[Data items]
§ §

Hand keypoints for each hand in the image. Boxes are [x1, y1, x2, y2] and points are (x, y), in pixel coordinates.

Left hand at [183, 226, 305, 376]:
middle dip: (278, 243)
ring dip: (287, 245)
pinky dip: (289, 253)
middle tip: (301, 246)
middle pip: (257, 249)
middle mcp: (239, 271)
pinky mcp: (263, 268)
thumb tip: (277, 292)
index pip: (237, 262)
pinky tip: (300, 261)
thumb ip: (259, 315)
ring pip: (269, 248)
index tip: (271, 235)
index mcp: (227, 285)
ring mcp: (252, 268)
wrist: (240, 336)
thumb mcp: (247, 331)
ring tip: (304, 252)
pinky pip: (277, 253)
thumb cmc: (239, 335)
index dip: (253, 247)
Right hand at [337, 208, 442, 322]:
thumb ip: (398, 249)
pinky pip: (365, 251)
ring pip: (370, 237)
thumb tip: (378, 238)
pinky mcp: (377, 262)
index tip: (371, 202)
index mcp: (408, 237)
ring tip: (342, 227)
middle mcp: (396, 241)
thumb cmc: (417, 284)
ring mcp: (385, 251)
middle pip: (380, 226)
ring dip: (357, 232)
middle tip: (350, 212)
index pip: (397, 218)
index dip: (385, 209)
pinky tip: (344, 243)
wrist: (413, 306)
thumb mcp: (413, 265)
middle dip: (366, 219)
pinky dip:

§ §

WHAT YOU WILL DO: Set down each line of the data precisely as it appears above.

THE COMPLETED TASK:
Hand keypoints for each hand in the image. Boxes are [x1, y1, x2, y2] and points are (x, y), in pixel coordinates.

Left hand at [183, 226, 305, 376]:
middle dip: (278, 243)
ring dip: (287, 245)
pinky dip: (289, 253)
middle tip: (301, 246)
middle pip: (257, 249)
middle mcp: (239, 271)
pinky mcp: (263, 268)
thumb tip: (277, 292)
index pip: (237, 262)
pinky tip: (300, 261)
thumb ip: (259, 315)
ring pip: (269, 248)
index tip: (271, 235)
index mcp: (227, 285)
ring mcp: (252, 268)
wrist: (240, 336)
thumb mcp: (247, 331)
ring tip: (304, 252)
pinky pip: (277, 253)
thumb cmc: (239, 335)
index dip: (253, 247)
Right hand at [337, 208, 442, 322]:
thumb ip: (398, 249)
pinky pip: (365, 251)
ring pip: (370, 237)
thumb tip: (378, 238)
pinky mcp: (377, 262)
index tip: (371, 202)
index mcp: (408, 237)
ring tip: (342, 227)
middle mcp: (396, 241)
thumb cmc: (417, 284)
ring mcp: (385, 251)
middle pip: (380, 226)
ring dip: (357, 232)
middle tip: (350, 212)
index pip: (397, 218)
index dip: (385, 209)
pinky tip: (344, 243)
wrist: (413, 306)
thumb mcp: (413, 265)
middle dip: (366, 219)
pinky dip:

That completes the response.